Will be on the net occasionally putting up live reports, checking emails and so on, so if your heading down the coast send me a pm to hook up fer a fish.

Dunno how I'm gunna sleep tonight :roll:

Cheers, Allan


----------



## aleg75 (Dec 20, 2005)

Enjoy your trip Allan! very jellous! I will PM you if I can get a away for a night!

Ash


----------



## paffoh (Aug 24, 2006)

Alan,

Good luck mate, my bloody cat sitter cancelled so I doubt I can hook up for a fish for any length of time, saying that I may get one day on the river but that will be with the missus on the yak... keep a look out for my tandem yak and if you feel a bump you most probably ran us over so come back and fish us out of the water!

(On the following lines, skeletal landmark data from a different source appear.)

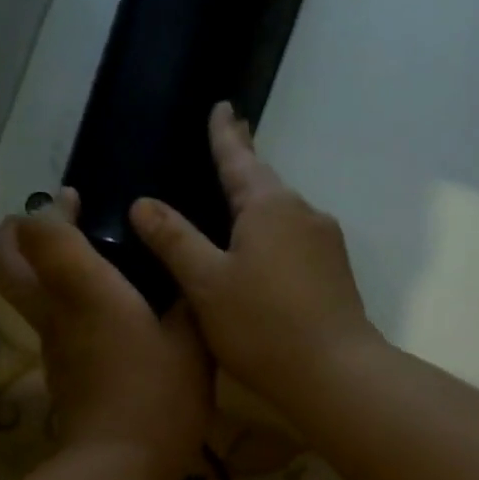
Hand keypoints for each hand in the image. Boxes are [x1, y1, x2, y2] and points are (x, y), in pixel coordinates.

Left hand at [0, 189, 212, 479]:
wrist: (122, 466)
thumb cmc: (159, 396)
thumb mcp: (192, 342)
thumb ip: (189, 299)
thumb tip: (190, 273)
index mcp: (84, 291)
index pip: (40, 230)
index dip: (50, 210)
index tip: (77, 203)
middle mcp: (56, 314)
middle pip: (5, 262)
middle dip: (18, 234)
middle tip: (57, 226)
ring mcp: (53, 349)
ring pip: (28, 296)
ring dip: (47, 273)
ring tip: (96, 269)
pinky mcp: (63, 376)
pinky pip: (55, 328)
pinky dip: (70, 311)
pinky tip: (113, 320)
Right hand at [127, 103, 380, 409]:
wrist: (334, 373)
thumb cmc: (262, 325)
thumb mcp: (206, 284)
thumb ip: (174, 241)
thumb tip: (143, 203)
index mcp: (268, 205)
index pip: (239, 158)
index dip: (225, 134)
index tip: (222, 106)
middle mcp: (303, 213)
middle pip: (266, 183)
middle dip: (245, 166)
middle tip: (228, 146)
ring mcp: (326, 245)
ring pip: (284, 215)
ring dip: (260, 208)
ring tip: (237, 208)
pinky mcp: (335, 275)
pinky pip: (296, 243)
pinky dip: (274, 239)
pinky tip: (264, 258)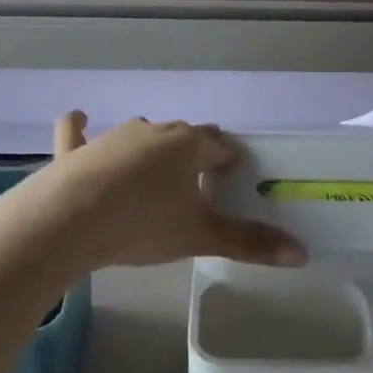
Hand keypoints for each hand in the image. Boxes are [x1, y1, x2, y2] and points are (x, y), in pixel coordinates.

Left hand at [20, 113, 305, 272]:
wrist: (71, 220)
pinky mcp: (76, 150)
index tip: (231, 176)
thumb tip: (302, 253)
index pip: (219, 145)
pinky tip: (79, 118)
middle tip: (197, 180)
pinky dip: (79, 127)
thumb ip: (250, 243)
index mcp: (188, 145)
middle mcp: (154, 131)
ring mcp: (112, 137)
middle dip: (192, 152)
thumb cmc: (144, 223)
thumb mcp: (201, 237)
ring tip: (153, 174)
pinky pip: (77, 132)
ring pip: (141, 134)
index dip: (227, 160)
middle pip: (183, 136)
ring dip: (150, 148)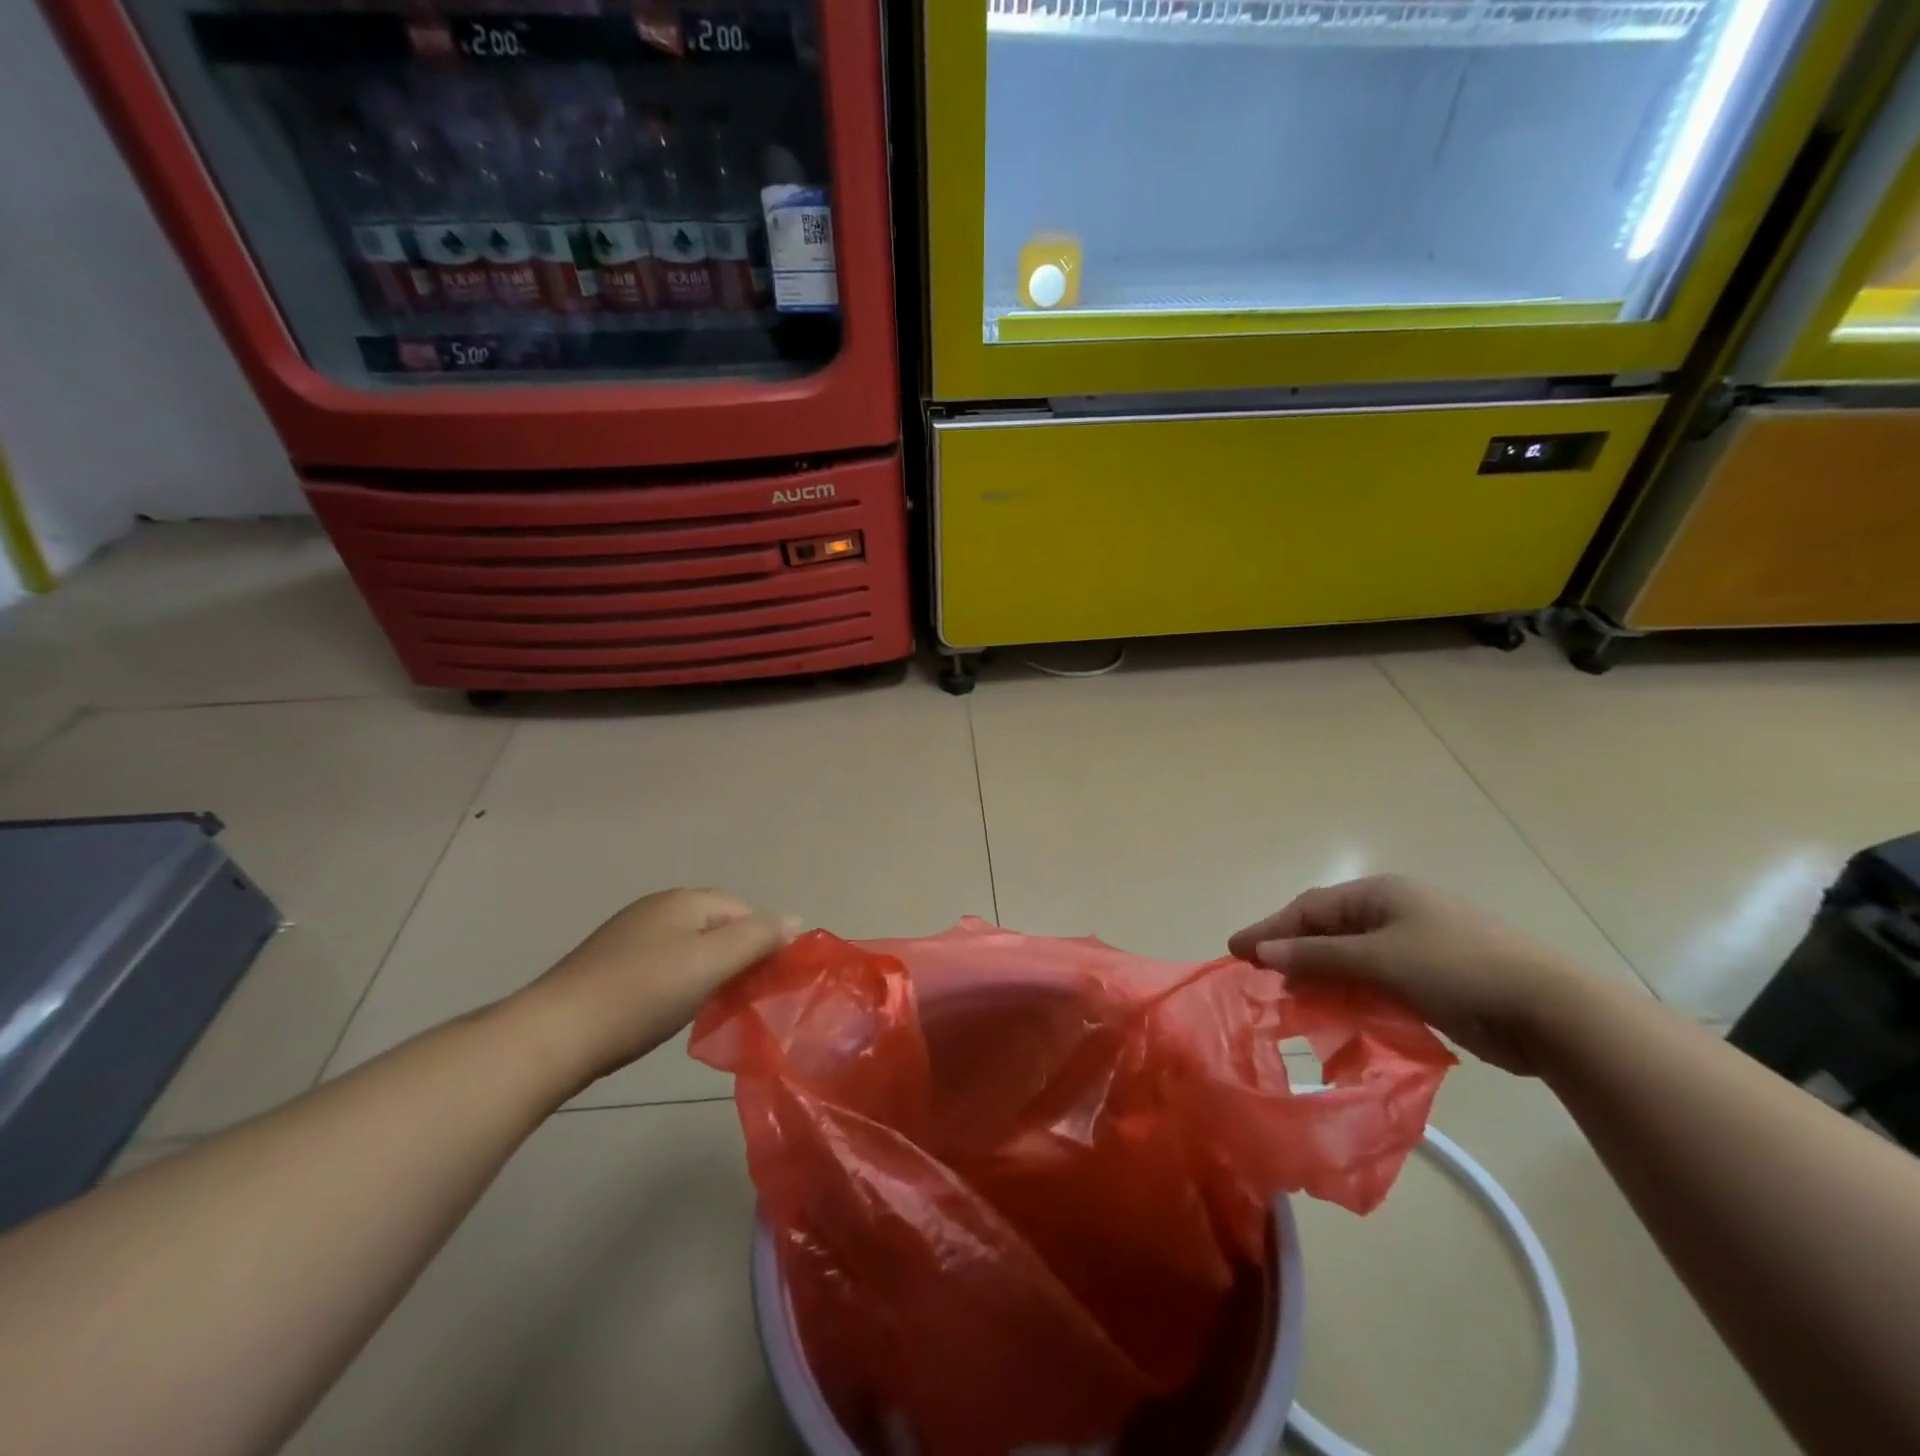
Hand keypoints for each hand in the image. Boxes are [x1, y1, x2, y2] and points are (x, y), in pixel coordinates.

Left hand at [508, 889, 799, 1092]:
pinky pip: (662, 964)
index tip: (768, 982)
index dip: (763, 942)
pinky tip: (669, 1009)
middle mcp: (658, 907)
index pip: (745, 911)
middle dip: (736, 957)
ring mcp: (630, 934)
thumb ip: (757, 939)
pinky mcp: (609, 964)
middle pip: (717, 926)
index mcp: (685, 900)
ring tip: (709, 1007)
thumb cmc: (643, 994)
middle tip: (743, 997)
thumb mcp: (711, 963)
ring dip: (707, 972)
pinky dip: (677, 983)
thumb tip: (795, 919)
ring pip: (689, 947)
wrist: (554, 1034)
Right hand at [1228, 875, 1591, 1075]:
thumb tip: (1261, 954)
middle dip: (1292, 955)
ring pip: (1350, 960)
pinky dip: (1351, 996)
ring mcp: (1414, 946)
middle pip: (1327, 932)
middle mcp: (1393, 913)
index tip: (1235, 952)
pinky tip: (1335, 1017)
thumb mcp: (1379, 960)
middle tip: (1259, 980)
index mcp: (1380, 895)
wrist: (1551, 1011)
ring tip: (1292, 1004)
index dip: (1270, 931)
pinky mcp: (1431, 979)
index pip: (1309, 909)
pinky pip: (1375, 983)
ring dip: (1320, 980)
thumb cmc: (1456, 969)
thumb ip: (1317, 957)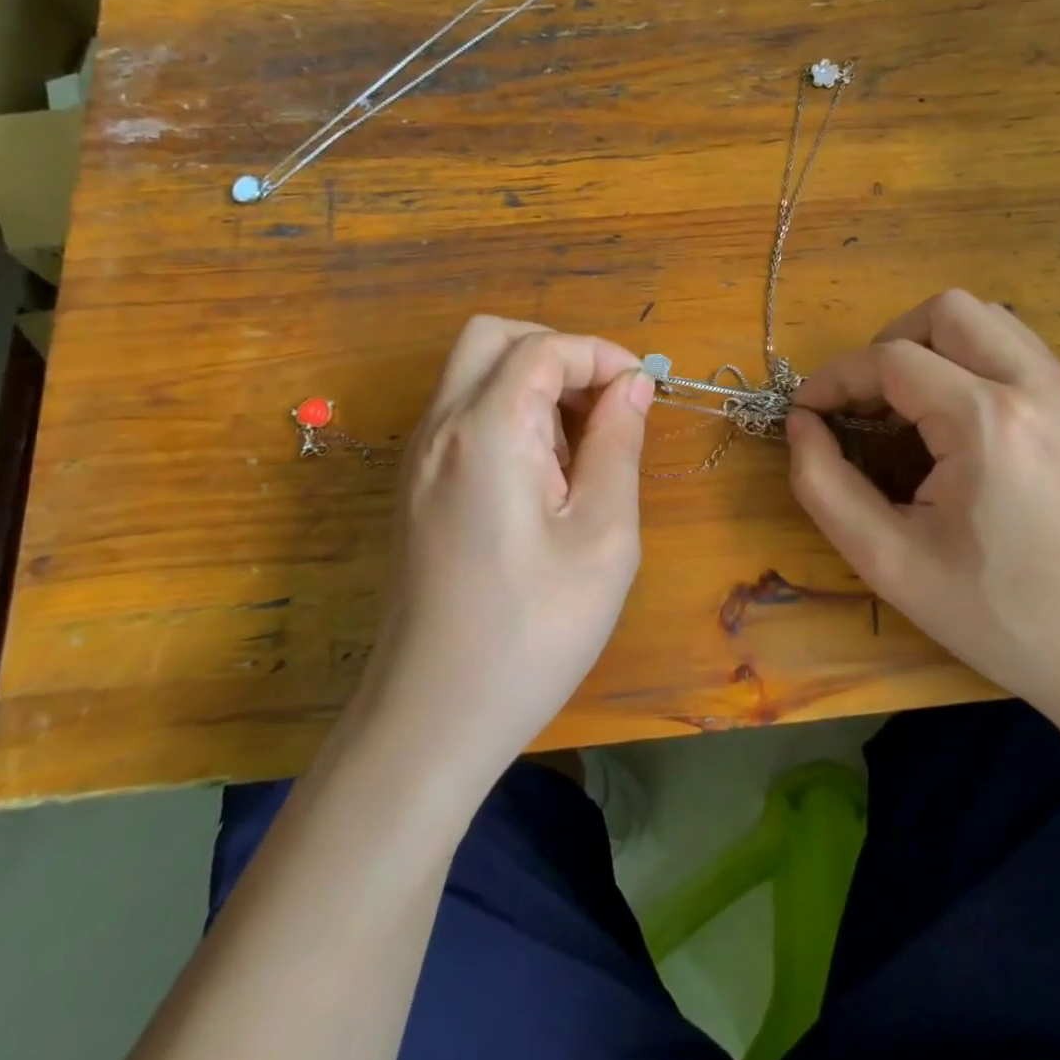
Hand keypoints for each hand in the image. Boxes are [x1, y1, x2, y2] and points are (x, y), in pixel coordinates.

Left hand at [354, 316, 653, 798]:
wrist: (433, 721)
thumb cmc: (534, 630)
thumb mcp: (604, 536)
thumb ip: (618, 444)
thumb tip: (633, 385)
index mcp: (485, 431)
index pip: (542, 347)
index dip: (600, 355)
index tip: (643, 389)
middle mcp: (439, 429)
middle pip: (493, 339)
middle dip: (559, 354)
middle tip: (604, 406)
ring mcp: (417, 460)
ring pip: (474, 375)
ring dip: (533, 385)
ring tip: (580, 452)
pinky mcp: (415, 490)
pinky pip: (462, 417)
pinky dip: (508, 416)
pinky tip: (542, 479)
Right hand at [785, 290, 1059, 736]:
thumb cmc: (1000, 619)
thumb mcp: (890, 564)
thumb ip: (825, 486)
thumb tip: (801, 425)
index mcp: (990, 423)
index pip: (892, 359)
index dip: (835, 378)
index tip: (806, 410)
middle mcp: (1041, 387)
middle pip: (948, 310)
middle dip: (888, 342)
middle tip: (864, 401)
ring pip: (990, 320)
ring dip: (934, 345)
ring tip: (908, 405)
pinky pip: (1020, 352)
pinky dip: (973, 363)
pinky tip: (960, 422)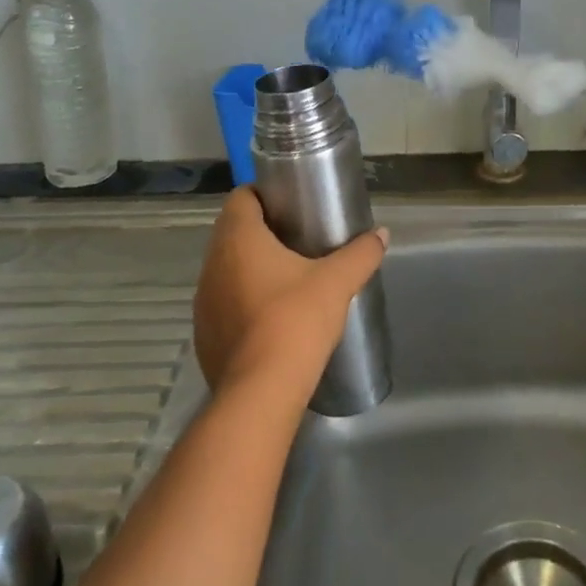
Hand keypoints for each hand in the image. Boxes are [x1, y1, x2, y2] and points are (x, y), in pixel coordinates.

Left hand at [192, 188, 388, 403]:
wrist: (261, 391)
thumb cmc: (295, 321)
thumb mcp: (337, 282)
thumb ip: (360, 253)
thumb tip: (382, 234)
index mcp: (238, 239)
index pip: (241, 197)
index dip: (264, 194)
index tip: (291, 203)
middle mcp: (213, 264)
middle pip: (232, 232)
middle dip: (261, 230)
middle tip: (298, 238)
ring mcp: (203, 301)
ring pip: (226, 269)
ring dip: (249, 267)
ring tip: (286, 277)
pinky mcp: (205, 334)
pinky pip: (223, 303)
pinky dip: (242, 301)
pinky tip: (270, 317)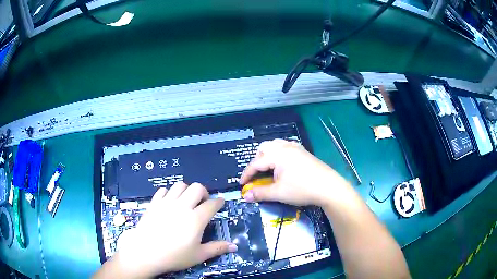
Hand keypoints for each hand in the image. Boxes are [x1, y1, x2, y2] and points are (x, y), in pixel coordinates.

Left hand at [113, 182, 237, 277]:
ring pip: (180, 185)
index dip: (219, 202)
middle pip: (197, 188)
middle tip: (203, 202)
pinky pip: (163, 190)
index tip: (220, 202)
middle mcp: (182, 206)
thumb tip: (234, 246)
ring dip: (186, 190)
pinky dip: (169, 193)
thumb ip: (217, 248)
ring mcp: (166, 203)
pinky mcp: (154, 203)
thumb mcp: (199, 255)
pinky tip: (169, 202)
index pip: (212, 204)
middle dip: (204, 192)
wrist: (145, 252)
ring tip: (187, 200)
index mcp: (196, 219)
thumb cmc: (174, 256)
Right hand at [240, 139, 349, 206]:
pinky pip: (286, 147)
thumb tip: (245, 196)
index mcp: (277, 155)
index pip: (256, 163)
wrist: (328, 187)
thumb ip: (260, 193)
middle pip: (264, 148)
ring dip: (267, 155)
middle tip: (256, 175)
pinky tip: (283, 164)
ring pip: (275, 145)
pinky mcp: (304, 152)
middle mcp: (285, 147)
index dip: (247, 174)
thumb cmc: (302, 189)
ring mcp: (296, 148)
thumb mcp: (278, 193)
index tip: (242, 184)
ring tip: (268, 168)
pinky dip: (279, 153)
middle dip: (256, 161)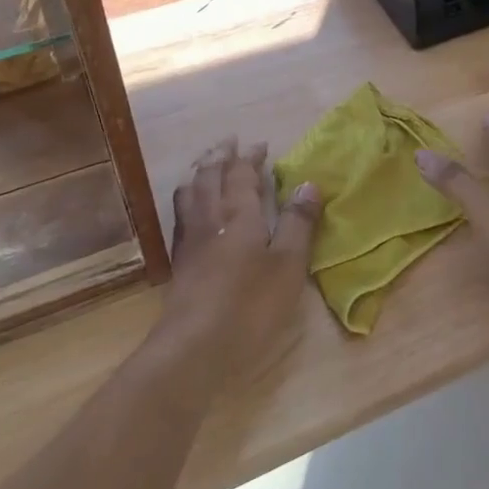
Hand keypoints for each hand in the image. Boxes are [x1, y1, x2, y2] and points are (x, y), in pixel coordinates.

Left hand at [156, 138, 322, 385]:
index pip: (242, 174)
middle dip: (220, 155)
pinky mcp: (180, 261)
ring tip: (206, 164)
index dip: (250, 157)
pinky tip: (192, 209)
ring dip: (199, 171)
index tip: (260, 145)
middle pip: (209, 175)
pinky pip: (181, 213)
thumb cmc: (250, 304)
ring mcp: (190, 239)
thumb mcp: (288, 264)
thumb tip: (308, 183)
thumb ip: (298, 222)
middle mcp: (210, 217)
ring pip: (190, 192)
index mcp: (239, 213)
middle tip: (229, 142)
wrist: (194, 346)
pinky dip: (188, 197)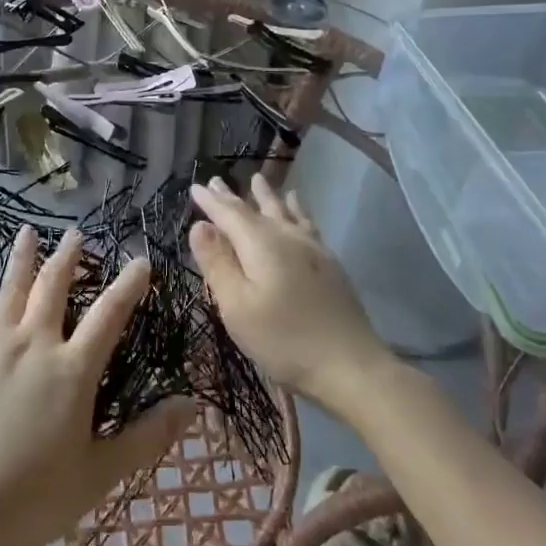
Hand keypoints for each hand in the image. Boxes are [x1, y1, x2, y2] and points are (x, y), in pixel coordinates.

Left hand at [0, 226, 196, 545]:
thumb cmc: (33, 499)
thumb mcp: (100, 473)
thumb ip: (148, 436)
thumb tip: (193, 405)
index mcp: (73, 370)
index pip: (110, 314)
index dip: (129, 285)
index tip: (141, 261)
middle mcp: (35, 343)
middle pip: (56, 286)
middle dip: (70, 256)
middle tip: (78, 233)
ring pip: (12, 286)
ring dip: (24, 255)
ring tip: (30, 230)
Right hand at [188, 174, 391, 411]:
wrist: (350, 365)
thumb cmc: (284, 339)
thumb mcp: (237, 306)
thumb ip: (217, 263)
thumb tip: (199, 225)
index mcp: (261, 244)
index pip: (229, 214)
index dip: (211, 201)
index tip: (195, 187)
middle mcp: (287, 237)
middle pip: (257, 209)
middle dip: (235, 196)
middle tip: (218, 179)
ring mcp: (313, 248)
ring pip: (285, 212)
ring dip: (268, 196)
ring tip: (259, 181)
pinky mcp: (329, 263)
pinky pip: (307, 223)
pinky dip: (297, 210)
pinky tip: (299, 211)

Look forward to your reports 

Ps - Got your number in my phone anyway...


----------



## Guest (Dec 19, 2006)

Dont worry bout the cat mate just bring it, my mate Dufas will look after it :lol:

Give me a hoy and I'll throw my yak in if you get there, or you n the better half can have a fish outta my boat.

Dufas.










Ash it would be great if you make it, mmmm flattie fillets.

Cheers, Allan


----------



## Davey G (Jan 15, 2006)

Cat sitter??? :roll: :?

I agree with funda, let puss play with Dufas...


----------



## andybear (Jan 15, 2006)

Thats *not true* I did not laugh!....not even a little smirk....that someone could even indicate that dawg would......um.....salivate in presence of kitty :twisted:

I just love 'em :lol:

Cheers Andybear (Herbs and spices)


----------



## paffoh (Aug 24, 2006)

Seems I like my pussy more than most, shame on you all :evil:

Good luck mate, hope you get a monster flathead


----------



## Guest (Dec 20, 2006)

Good luck Allan 8)

I'm the same mate, I can never sleep before a big trip, or even a big morning fishing planned for the next day.

Look forward to hearing all about it in the new year.


----------



## Guest (Dec 20, 2006)

very happy here,

Caught a few flatties sarvo, and had smoked fish fer dinner..

Its all good so far, but somone forgot to mention the lack of rain lately, its been raining all day.

Loving it!!!!!!!!!!!!!!

Cheers, Allan


----------



## bazzoo (Oct 17, 2006)

bet the bloody canberra cod just breathed a sigh of relief :lol: :lol:


----------



## Rod L (Aug 29, 2005)

Alan,
I'll be in Tuross from Jan 14 - 27.
I'll post a fishing trip closer to the time to see if anyone want's to get out and about.
I'd love to do a Guerrilla Bay launch and go outside at some stage.
Merry Christmas all


----------



## Squidder (Sep 2, 2005)

Sounds good Rod, I'll keep an eye out. I'll be back in Canberra with yak from the 2nd or 3rd of Jan.
Have a good chrissy!


----------